- **INFORMATION SHOWN**:
☆ ☆ ☆ ☆ ☆
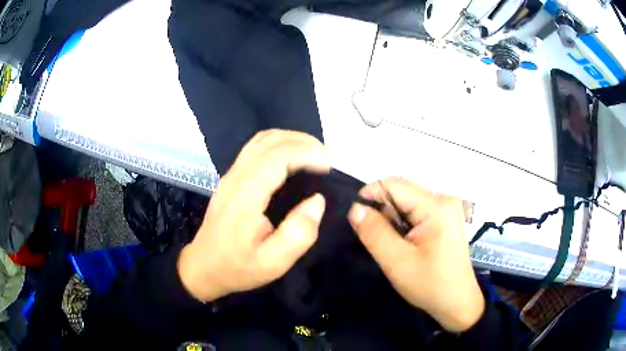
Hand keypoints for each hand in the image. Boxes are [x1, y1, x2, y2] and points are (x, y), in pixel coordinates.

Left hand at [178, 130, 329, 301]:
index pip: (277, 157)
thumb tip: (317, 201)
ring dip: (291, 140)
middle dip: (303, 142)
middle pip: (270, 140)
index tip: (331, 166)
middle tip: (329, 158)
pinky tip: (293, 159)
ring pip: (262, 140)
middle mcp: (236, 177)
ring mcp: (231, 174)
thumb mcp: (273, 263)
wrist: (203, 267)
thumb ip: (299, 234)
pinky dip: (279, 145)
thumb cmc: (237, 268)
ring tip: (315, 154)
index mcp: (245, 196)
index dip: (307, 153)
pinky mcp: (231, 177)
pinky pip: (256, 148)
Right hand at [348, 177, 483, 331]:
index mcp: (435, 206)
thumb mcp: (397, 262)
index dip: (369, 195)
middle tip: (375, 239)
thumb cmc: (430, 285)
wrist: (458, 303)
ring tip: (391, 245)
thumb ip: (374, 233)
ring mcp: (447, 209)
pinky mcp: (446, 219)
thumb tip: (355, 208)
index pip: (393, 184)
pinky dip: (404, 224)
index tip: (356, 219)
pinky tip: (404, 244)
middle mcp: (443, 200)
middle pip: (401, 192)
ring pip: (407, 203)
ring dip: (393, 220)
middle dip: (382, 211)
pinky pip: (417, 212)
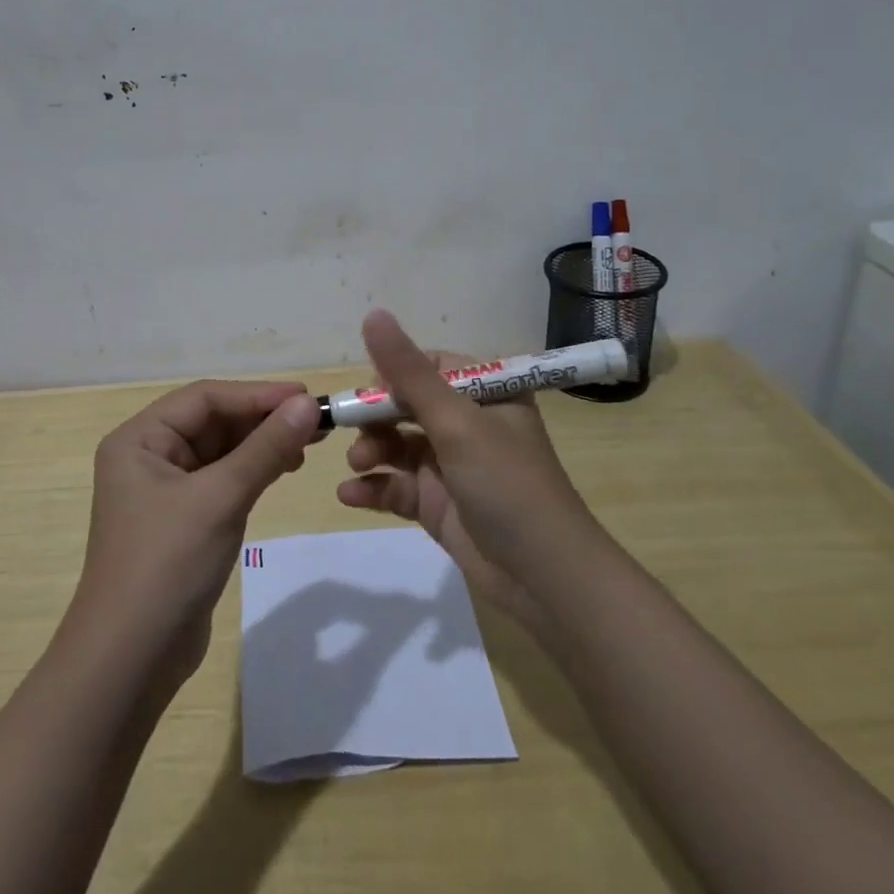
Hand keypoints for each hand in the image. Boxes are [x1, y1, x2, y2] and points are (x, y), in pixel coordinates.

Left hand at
☆ ☆ ☆ ☆ ☆
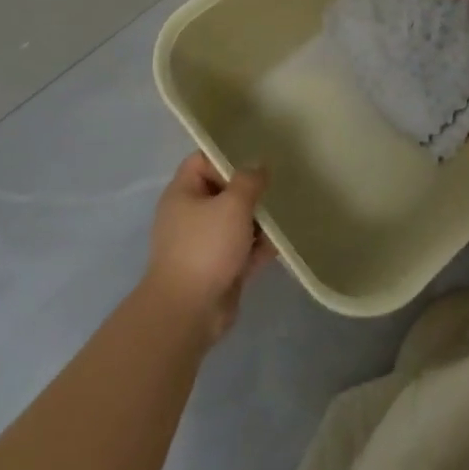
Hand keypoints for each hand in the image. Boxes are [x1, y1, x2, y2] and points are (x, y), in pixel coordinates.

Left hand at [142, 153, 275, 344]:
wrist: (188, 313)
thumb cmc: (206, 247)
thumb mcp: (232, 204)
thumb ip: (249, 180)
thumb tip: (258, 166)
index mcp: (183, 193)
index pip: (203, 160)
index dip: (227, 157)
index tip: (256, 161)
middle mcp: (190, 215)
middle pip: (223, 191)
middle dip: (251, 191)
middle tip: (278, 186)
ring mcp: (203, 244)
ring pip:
☆ ☆ ☆ ☆ ☆
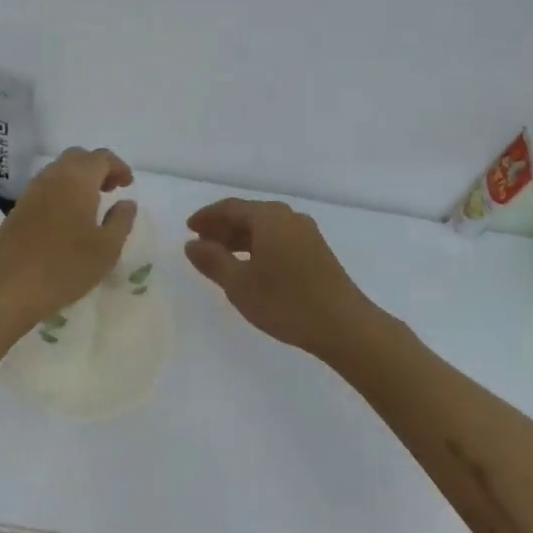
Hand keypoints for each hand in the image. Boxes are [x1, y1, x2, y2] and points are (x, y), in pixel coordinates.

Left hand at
☆ ☆ ☆ ☆ ☆
- **WHAT IS EXPECTED**: Each line of the data above containing the string "middle" is to be copied.

- **RESULT**:
middle dip: (303, 142)
middle pip: (270, 140)
middle tip: (329, 158)
middle mcp: (236, 177)
middle tip: (375, 239)
middle mcp: (443, 200)
middle pip: (401, 192)
middle dip: (382, 211)
middle mcp: (190, 215)
middle pip: (223, 191)
middle dip: (251, 191)
middle tip: (278, 186)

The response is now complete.